Pendant près de huit mois, Disclose , un site web d’investigation français créé en 2018, a enquêté sur les violences sexuelles en milieu sportif sur le sol français. Une plongée inédite dans le monde fermé des clubs amateurs et professionnels qui démontre la faillite de tout un système, des associations sportives aux fédérations, jusqu’aux services de l’État.
Entre 1970 et aujourd’hui, l’enquête révèle 77 affaires marquées par des dysfonctionnements majeurs dans 28 sports, faisant 276 victimes. Et près d’une affaire d’infraction sexuelle sur deux est un cas de récidive.
« Le travail de prévention paie », affirmait Laura Flessel
Pourtant, en 2017, dans un entretien accordé à l’Express , Laura Flessel, ancienne ministre des Sports, avançait qu’au regard de l’affaire Weinstein dans le cinéma, elle n’avait pas « reçu de témoignage » du monde du sport français. « C’est sans doute que le travail [de prévention] paie », affirmait-elle. Alors que le monde entier vivait sa révolution #MeToo, le sport français n’avait pas l’air très concerné.
« Les gens doivent savoir que cela n’arrive pas qu’à Hollywood. Cela existe partout », témoignait à l’époque sur les réseaux sociaux, l’ex-vedette de la gymnastique américaine McKayla Maroney, accusant d’agressions sexuelles répétées l’ancien médecin de la fédération , Larry Nassar, en prison pour pédopornographie après que plus de 125 femmes eurent témoigné contre lui. « Notre silence a donné le pouvoir à de mauvaises personnes depuis trop longtemps et il est temps de reprendre le pouvoir », avançait l’ancienne gymnaste.
La gymnaste américaine Aly Raisman, autre victime de Larry Nassar.REUTERS/Brendan McDermid
Une conférence nationale sur le sujet ?
Selon The Human Rights Channel, la chaîne des droits humains du conseil de l’Europe, « près d’un enfant sur cinq est victime de violence sexuelle en Europe. Cela concerne des attouchements sexuels, des viols, des harcèlements et agressions sexuelles, de l’exhibitionnisme, de l’exploitation sous forme de prostitution et de pornographie, du chantage et des extorsions sexuelles en ligne. »
Une étude commanditée en 2009 par le ministère des Sports affirmait que 11,2 % des athlètes étaient exposés aux violences sexuelles contre 6,6 % hors de la sphère sportive. Dans le monde, les études sur les agressions sexuelles en milieu sportif sont relativement peu nombreuses.

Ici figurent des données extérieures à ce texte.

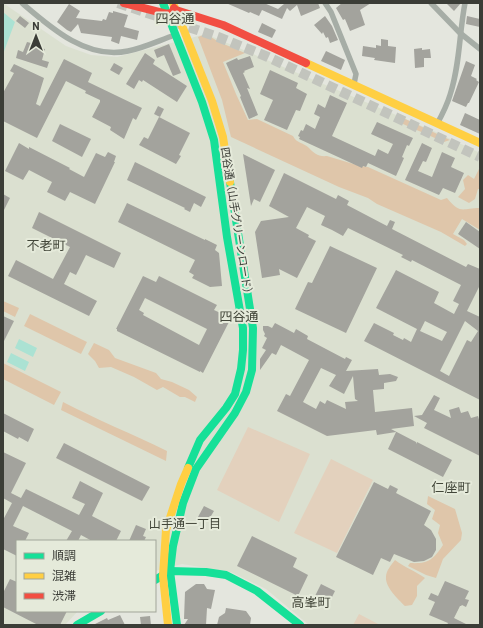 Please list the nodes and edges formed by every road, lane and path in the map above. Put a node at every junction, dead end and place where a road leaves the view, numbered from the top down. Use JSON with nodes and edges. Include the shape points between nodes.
{"nodes":[{"id":1,"x":22,"y":3,"type":"edge"},
{"id":2,"x":124,"y":3,"type":"edge"},
{"id":3,"x":163,"y":3,"type":"edge"},
{"id":4,"x":168,"y":3,"type":"edge"},
{"id":5,"x":325,"y":3,"type":"edge"},
{"id":6,"x":431,"y":3,"type":"edge"},
{"id":7,"x":465,"y":3,"type":"edge"},
{"id":8,"x":175,"y":7,"type":"edge"},
{"id":9,"x":167,"y":14,"type":"junction"},
{"id":10,"x":460,"y":33,"type":"junction"},
{"id":11,"x":175,"y":35,"type":"junction"},
{"id":12,"x":480,"y":50,"type":"edge"},
{"id":13,"x":354,"y":84,"type":"junction"},
{"id":14,"x":437,"y":124,"type":"junction"},
{"id":15,"x":480,"y":143,"type":"edge"},
{"id":16,"x":170,"y":571,"type":"junction"},
{"id":17,"x":159,"y":578,"type":"edge"},
{"id":18,"x":100,"y":612,"type":"edge"},
{"id":19,"x":87,"y":623,"type":"edge"},
{"id":20,"x":77,"y":625,"type":"edge"},
{"id":21,"x":168,"y":625,"type":"edge"},
{"id":22,"x":177,"y":625,"type":"edge"},
{"id":23,"x":300,"y":625,"type":"edge"}],
"edges":[{"from":1,"to":11,"type":"street","via":[[72,41],[100,52],[127,51]]},
{"from":2,"to":9,"type":"street"},
{"from":3,"to":9,"type":"street"},
{"from":4,"to":8,"type":"street"},
{"from":5,"to":13,"type":"street","via":[[356,74]]},
{"from":6,"to":10,"type":"street"},
{"from":7,"to":10,"type":"street"},
{"from":8,"to":9,"type":"street"},
{"from":8,"to":13,"type":"street","via":[[223,25]]},
{"from":8,"to":16,"type":"street","name":"四谷通（山手グリーンロード）","via":[[212,101],[223,137],[253,328],[252,370],[246,392],[196,469],[178,521]]},
{"from":9,"to":11,"type":"street"},
{"from":10,"to":12,"type":"street"},
{"from":10,"to":14,"type":"street","via":[[460,49],[450,96]]},
{"from":11,"to":17,"type":"street","via":[[214,140],[243,328],[243,350],[234,394],[200,440],[181,484],[166,530]]},
{"from":13,"to":14,"type":"street"},
{"from":14,"to":15,"type":"street"},
{"from":16,"to":17,"type":"street"},
{"from":16,"to":22,"type":"street","name":"四谷通（山手グリーンロード）"},
{"from":16,"to":23,"type":"street","via":[[206,572],[226,576],[257,591]]},
{"from":17,"to":21,"type":"street"},
{"from":18,"to":19,"type":"street"},
{"from":19,"to":20,"type":"street"}]} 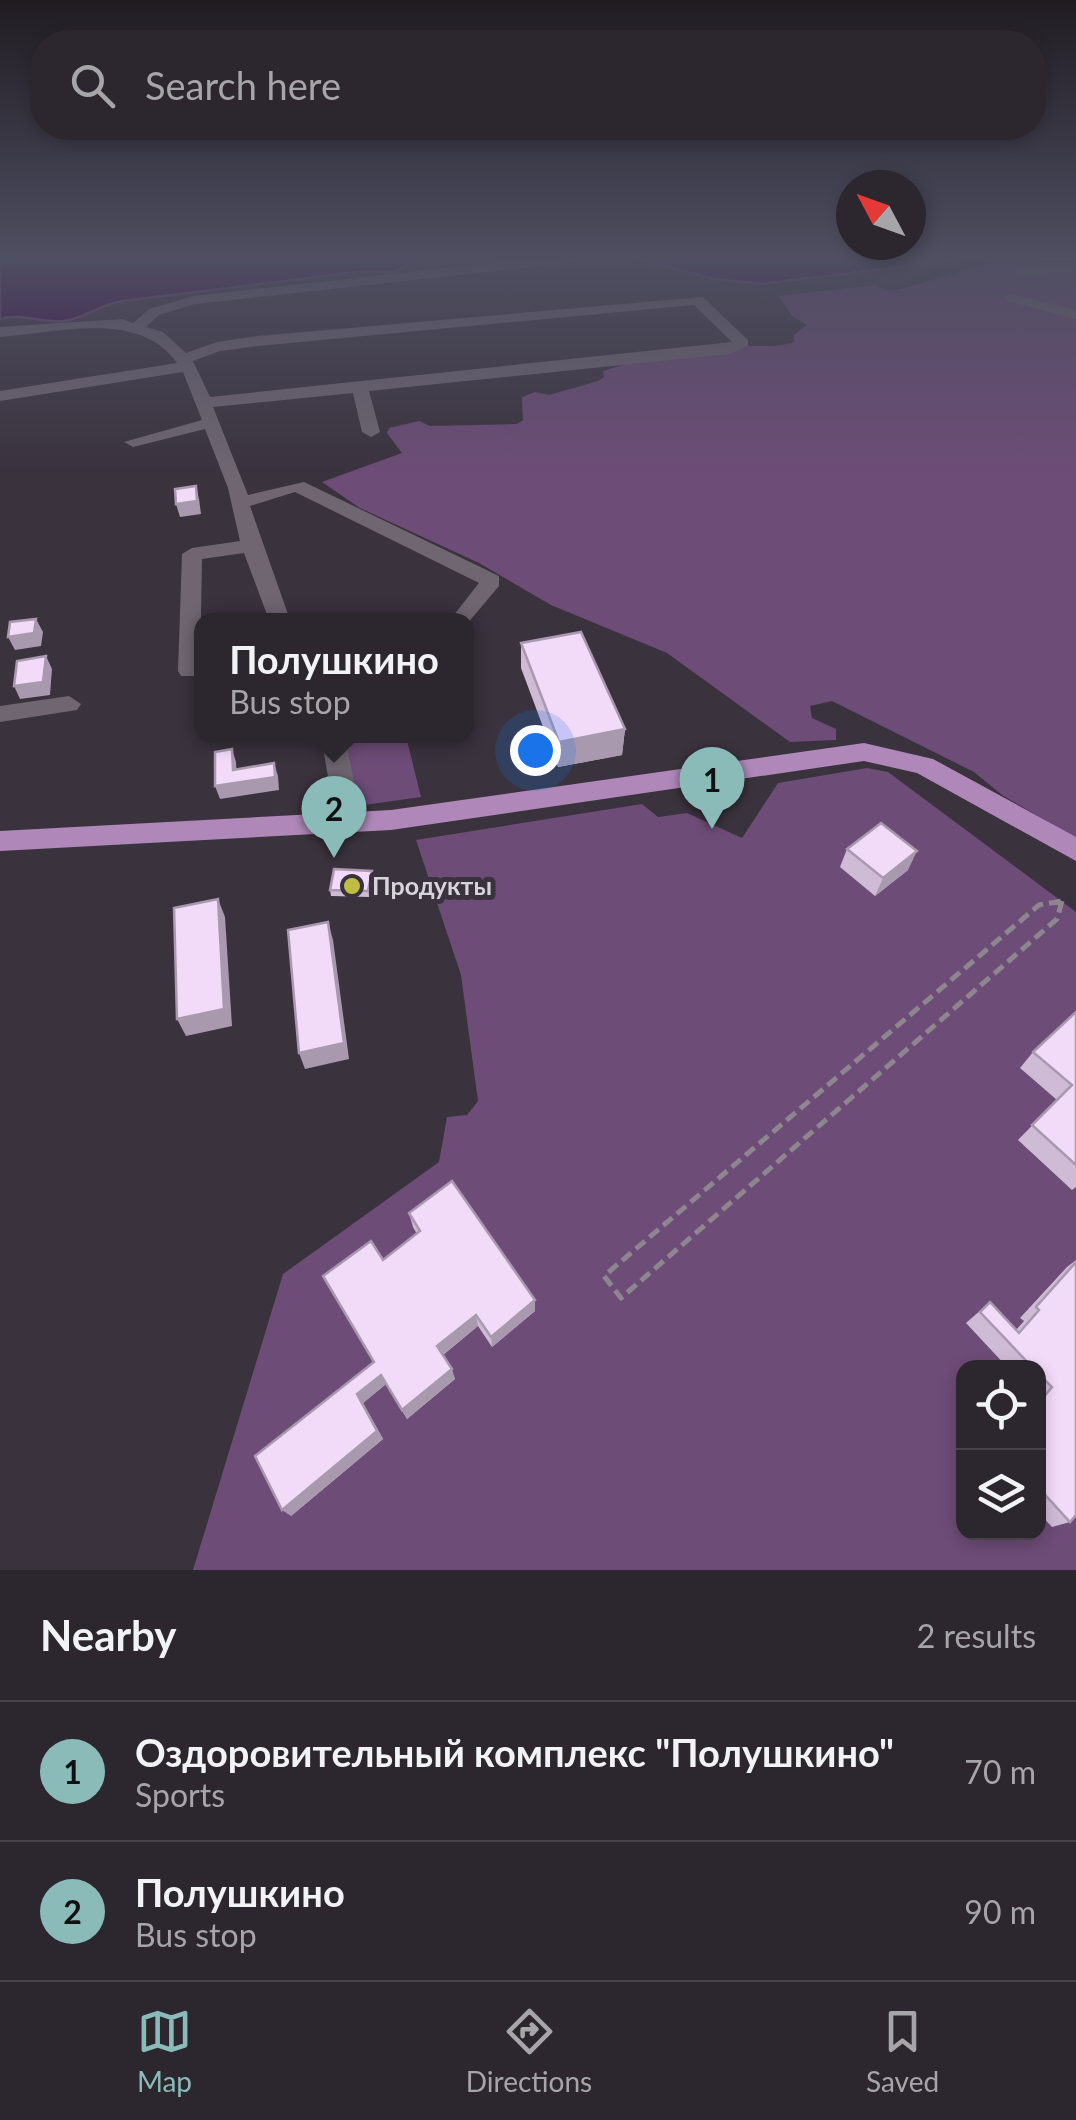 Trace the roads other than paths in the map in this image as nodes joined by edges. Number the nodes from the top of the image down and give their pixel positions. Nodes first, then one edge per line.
1 (144, 330) edge
2 (373, 330) edge
3 (730, 330) edge
4 (186, 363) junction
5 (360, 387) junction
6 (0, 396) edge
7 (203, 404) junction
8 (210, 423) junction
9 (371, 432) dead end
10 (133, 442) dead end
11 (240, 503) junction
12 (251, 546) junction
13 (276, 613) edge
14 (466, 613) edge
15 (188, 671) dead end
16 (69, 704) dead end
17 (0, 714) edge
18 (334, 743) edge
19 (349, 823) junction
20 (0, 841) edge
21 (1076, 850) edge

1 - 4 street
2 - 4 street
3 - 5 street
4 - 6 street
4 - 7 street
5 - 7 street
5 - 9 street
7 - 8 street
8 - 10 street
8 - 11 street
11 - 12 street
11 - 14 street
12 - 13 street
12 - 15 street
16 - 17 street
18 - 19 street
19 - 20 main road
19 - 21 main road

Depuis les révélations de Disclose, le ministère des Sports a créé une cellule dédiée à la gestion de ce problème piloté par le directeur des Sports Gilles Quénéhervé. Après qu’un pongiste a été incriminé dans l’enquête de Disclose, la Fédération française de tennis de table a demandé au CNOSF (Comité national olympique sportif français) et au Ministère des Sports d’organiser de toute urgence « une conférence nationale afin de mettre en place un plan ORSEC et donner les moyens d’agir fermement et rapidement ». Le cadre juridique ne permet ni aux clubs ni aux fédérations d’accéder ou de disposer des fichiers des délinquants sexuels.
Le combat d’un ancien rugbyman victime de viol
Toujours depuis cette enquête, une convention a été signée entre le ministère des Sports et l’association « Colosse aux pieds d’argile ». L’ancien rugbyman Sébastien Boueilh, son fondateur, violé par le mari de sa cousine chaque vendredi entre 12 et 16 ans, achèvera en mars prochain son tour de France des Cresps (centres de ressources, d’expertise et de performance sportive), axé sur le bizutage et les agressions sexuelles. « Colosse aux pieds d’argile » a également signé des conventions avec 12 fédérations pour intervenir auprès des acteurs du sport : cadres techniques, licenciés et élus.
Certains pays ont pris en considération le problème de violences sexuelles dans le sport depuis plusieurs années. En Angleterre, c’est le gouvernement qui a mis en place une plateforme d’écoute et d’aide juridique. Au Canada, les parents peuvent se renseigner sur ce que le club de sport met en place en matière de prévention avant d’y inscrire leur enfant.
« Il faut faire cesser l’omerta et dénoncer ces violences sexuelles, a déclaré le sénateur Michel Savin, qui recevait Véronique Lebar au palais du Luxembourg le 13 novembre dernier. Nous avons des propositions pour cela et il est important d’écouter et de relayer la voix des acteurs de terrain. »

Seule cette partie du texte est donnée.